▶ **Problem requirements**
Copy without pictures. Please restate each line of the listing exactly.

▶ **Information provided**
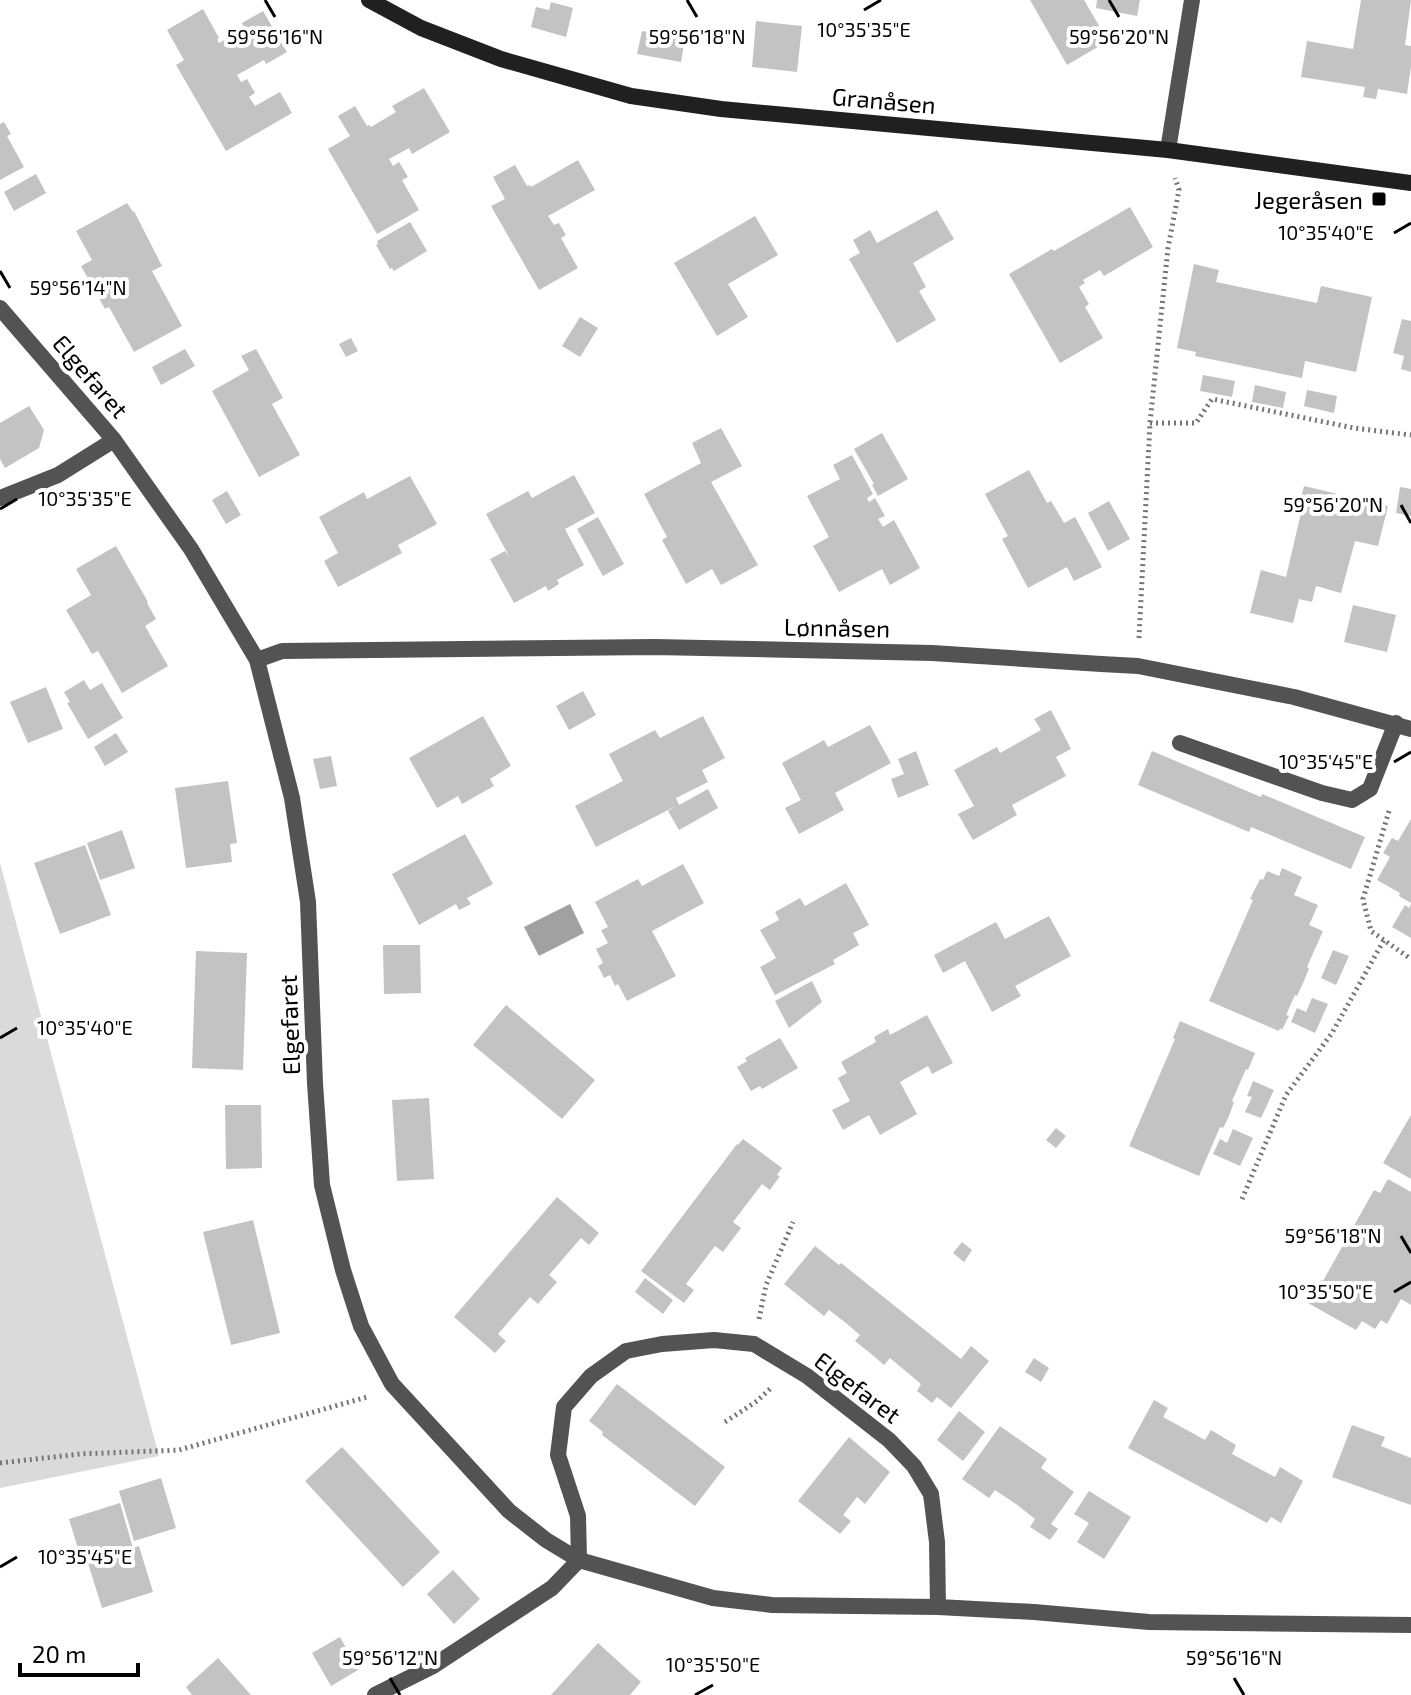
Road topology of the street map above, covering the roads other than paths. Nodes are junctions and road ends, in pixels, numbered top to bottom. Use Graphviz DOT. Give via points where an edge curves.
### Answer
graph roads {
  1 [pos="369,0"];
  2 [pos="1192,0"];
  3 [pos="1168,150"];
  4 [pos="1411,183"];
  5 [pos="0,308"];
  6 [pos="114,440"];
  7 [pos="0,498"];
  8 [pos="257,660"];
  9 [pos="1403,726"];
  10 [pos="1180,743"];
  11 [pos="579,1560"];
  12 [pos="938,1607"];
  13 [pos="1411,1625"];
  14 [pos="375,1695"];
  1 -- 3 [label="street, Granåsen" via="421,28 501,59 631,96"];
  2 -- 3 [label="street"];
  3 -- 4 [label="street, Granåsen"];
  5 -- 6 [label="street, Elgefaret"];
  6 -- 7 [label="street, Elgefaret" via="58,475"];
  6 -- 8 [label="street, Elgefaret" via="191,549"];
  8 -- 9 [label="street, Lønnåsen" via="282,651 655,647 932,653 1138,666 1294,697"];
  8 -- 11 [label="street, Elgefaret" via="292,798 308,902 322,1185 361,1326 392,1384 509,1511"];
  9 -- 10 [label="street" via="1370,789 1352,800"];
  11 -- 12 [label="street, Elgefaret" via="713,1598 772,1605"];
  11 -- 12 [label="street, Elgefaret" via="578,1516 558,1455 564,1407 591,1376 626,1351 714,1340 754,1344 807,1376 914,1466 931,1494"];
  11 -- 14 [label="street" via="552,1588 433,1666"];
  12 -- 13 [label="street, Elgefaret" via="1149,1622"];
}
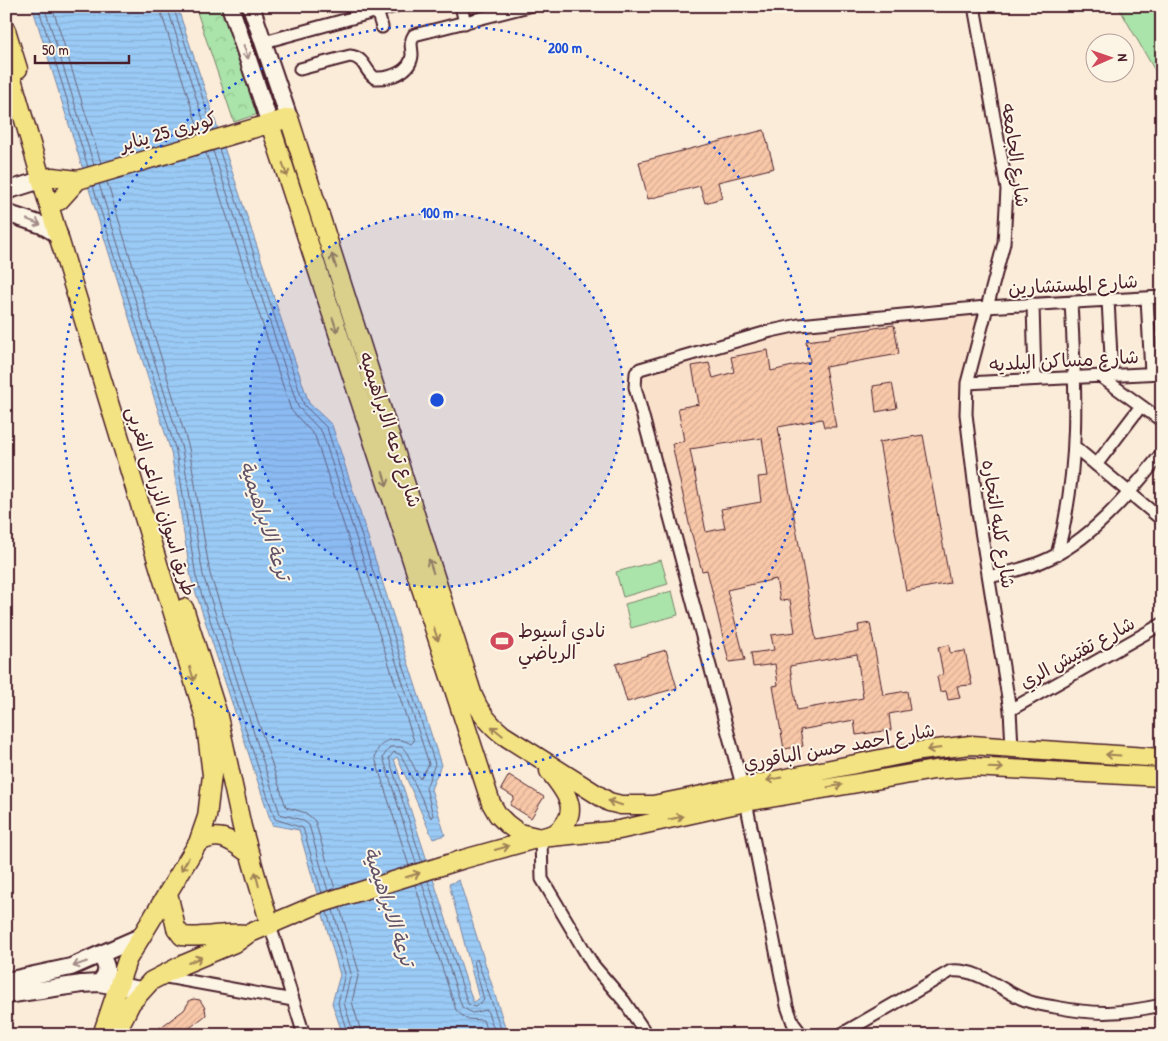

▶ **Expected output**
Road topology of the street map above, covering the roads other than paths. Nodes are junctions and road ends, in pixels, numbered top to bottom. Use Graphviz DOT. Give via points where an edge curves.
### Answer
graph roads {
  1 [pos="369,0"];
  2 [pos="1192,0"];
  3 [pos="1168,150"];
  4 [pos="1411,183"];
  5 [pos="0,308"];
  6 [pos="114,440"];
  7 [pos="0,498"];
  8 [pos="257,660"];
  9 [pos="1403,726"];
  10 [pos="1180,743"];
  11 [pos="579,1560"];
  12 [pos="938,1607"];
  13 [pos="1411,1625"];
  14 [pos="375,1695"];
  1 -- 3 [label="street, Granåsen" via="421,28 501,59 631,96"];
  2 -- 3 [label="street"];
  3 -- 4 [label="street, Granåsen"];
  5 -- 6 [label="street, Elgefaret"];
  6 -- 7 [label="street, Elgefaret" via="58,475"];
  6 -- 8 [label="street, Elgefaret" via="191,549"];
  8 -- 9 [label="street, Lønnåsen" via="282,651 655,647 932,653 1138,666 1294,697"];
  8 -- 11 [label="street, Elgefaret" via="292,798 308,902 322,1185 361,1326 392,1384 509,1511"];
  9 -- 10 [label="street" via="1370,789 1352,800"];
  11 -- 12 [label="street, Elgefaret" via="713,1598 772,1605"];
  11 -- 12 [label="street, Elgefaret" via="578,1516 558,1455 564,1407 591,1376 626,1351 714,1340 754,1344 807,1376 914,1466 931,1494"];
  11 -- 14 [label="street" via="552,1588 433,1666"];
  12 -- 13 [label="street, Elgefaret" via="1149,1622"];
}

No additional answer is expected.